* Task prompt *
Whenever a line below includes the string "name", show it.

** Opening Source data block **

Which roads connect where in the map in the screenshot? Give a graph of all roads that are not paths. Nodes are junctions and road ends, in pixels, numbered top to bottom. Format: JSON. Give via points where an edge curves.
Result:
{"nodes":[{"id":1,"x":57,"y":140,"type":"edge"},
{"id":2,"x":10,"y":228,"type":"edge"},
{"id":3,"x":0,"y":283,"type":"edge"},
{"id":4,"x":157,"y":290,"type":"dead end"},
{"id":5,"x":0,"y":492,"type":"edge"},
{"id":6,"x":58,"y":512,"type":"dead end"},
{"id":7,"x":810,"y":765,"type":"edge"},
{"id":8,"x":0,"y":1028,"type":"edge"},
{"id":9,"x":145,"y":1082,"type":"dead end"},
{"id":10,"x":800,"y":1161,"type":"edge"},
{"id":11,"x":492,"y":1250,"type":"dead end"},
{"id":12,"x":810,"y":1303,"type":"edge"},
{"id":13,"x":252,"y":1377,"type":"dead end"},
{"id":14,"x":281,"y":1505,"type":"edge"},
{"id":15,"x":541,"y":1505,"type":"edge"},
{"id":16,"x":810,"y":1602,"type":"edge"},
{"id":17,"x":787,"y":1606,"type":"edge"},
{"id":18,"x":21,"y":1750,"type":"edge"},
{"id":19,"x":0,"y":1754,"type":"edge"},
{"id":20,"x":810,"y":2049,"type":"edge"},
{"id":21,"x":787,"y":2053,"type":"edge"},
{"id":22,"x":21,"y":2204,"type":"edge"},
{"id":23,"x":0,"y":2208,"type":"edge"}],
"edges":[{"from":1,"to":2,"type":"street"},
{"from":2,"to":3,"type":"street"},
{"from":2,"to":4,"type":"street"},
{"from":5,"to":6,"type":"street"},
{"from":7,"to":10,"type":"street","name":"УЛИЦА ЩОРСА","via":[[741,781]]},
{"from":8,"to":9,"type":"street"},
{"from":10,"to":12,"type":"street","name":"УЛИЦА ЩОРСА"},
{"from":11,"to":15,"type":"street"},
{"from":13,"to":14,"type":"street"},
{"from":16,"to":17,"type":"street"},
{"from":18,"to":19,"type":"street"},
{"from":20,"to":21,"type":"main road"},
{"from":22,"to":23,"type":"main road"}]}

** Closing Source data block **

* Output *
{"from":7,"to":10,"type":"street","name":"УЛИЦА ЩОРСА","via":[[741,781]]},
{"from":10,"to":12,"type":"street","name":"УЛИЦА ЩОРСА"},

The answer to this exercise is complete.